Profilerzy z reguły kierują się przy prowadzeniu śledztw pewnymi zasadami, czyli na przykład jakie grupy społeczne częściej popełniają przestępstwa. Dla waszej informacji – im ktoś głupszy, tym jest większa, że to on odpowiada za przestępstwo. Wychodzi z tego, że przestępcą jest z reguły ktoś z niższej klasy społecznej. Jest to nie tylko klasizm, jest to zasada, która bardzo często się sprawdza, bo ludzie głupi, są często za głupi, żeby być etyczni, lub kierować się honorem.
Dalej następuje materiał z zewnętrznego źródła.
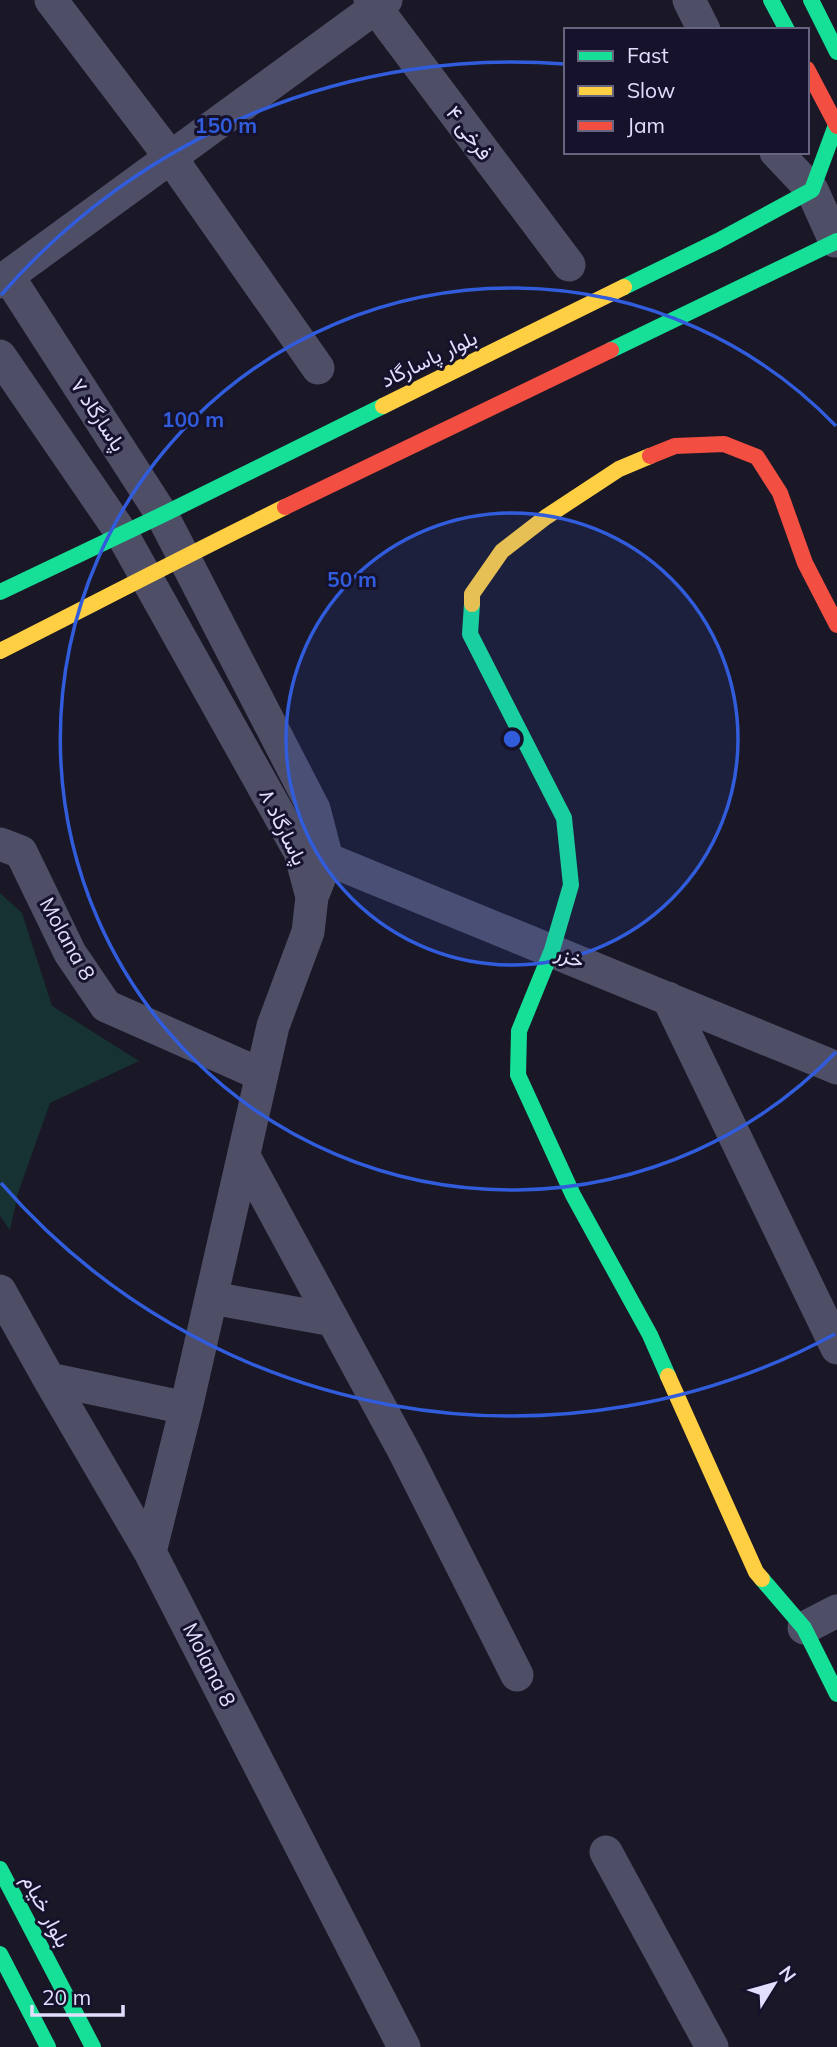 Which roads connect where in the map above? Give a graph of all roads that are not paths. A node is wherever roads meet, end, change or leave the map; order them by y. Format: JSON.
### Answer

Ale są też sytuacje, kiedy ktoś wydawałoby się z wyzszej klasy popełnia przęstepstwo, którego teoretycznie nie powinien popełnić według zasad z podręcznika profilera. Weźmy na przykład kogoś, kto należy do rodziny królewskiej. Wpadł mi właśnie w ręce news o synu księżniczki norweskiej, żony następcy tronu, której syn z poprzedniego związku został oskarżony o gwałty, napaście i uszkodzenia ciała. Więcej możecie poczytać tutaj. W takiej chwili profiler podejrzewa, że księżniczka nieszczególnie dobrze trafiła w poprzednim związku i tatuś pociechy miał zły na nią wpływ, albo takie synalka wychował ktoś inny, a nie rodzice. Bardzo często się tak zdarza – jakaś piastunka czy guwernantka okazuje się być kimś niegodnym zaufania i na przykład uważa, że alkohol dzieciom nie szkodzi i posługuje się nim, aby dziecko usypiać. Może jeszcze do kompletu się okazać, że należy do kręgu pedofilskiego lub do kręgu gwałcicieli i wychować dziecko na kogoś – kto chociaż pochodzi z szanowanej rodziny – to chętnie bierze udział w gwałtach i uważa, że kobiety i dzieci się nie liczą i że są po co, aby je gwałcić i zabijać (szczególnie w przypadku fanek metalu i fantastyki). Tak właśnie mi powiedział pewien znany w fandomie hierarcha, chociaż ten to swoje nastawienia raczej wywodzi ze swojej rodzinnej wsi (chłop żywemu nie przepuści i postawi na swoim), bo uczył się od moralności od jakiegoś zbira. Sam mi się chwalił, że ma brata gangstera.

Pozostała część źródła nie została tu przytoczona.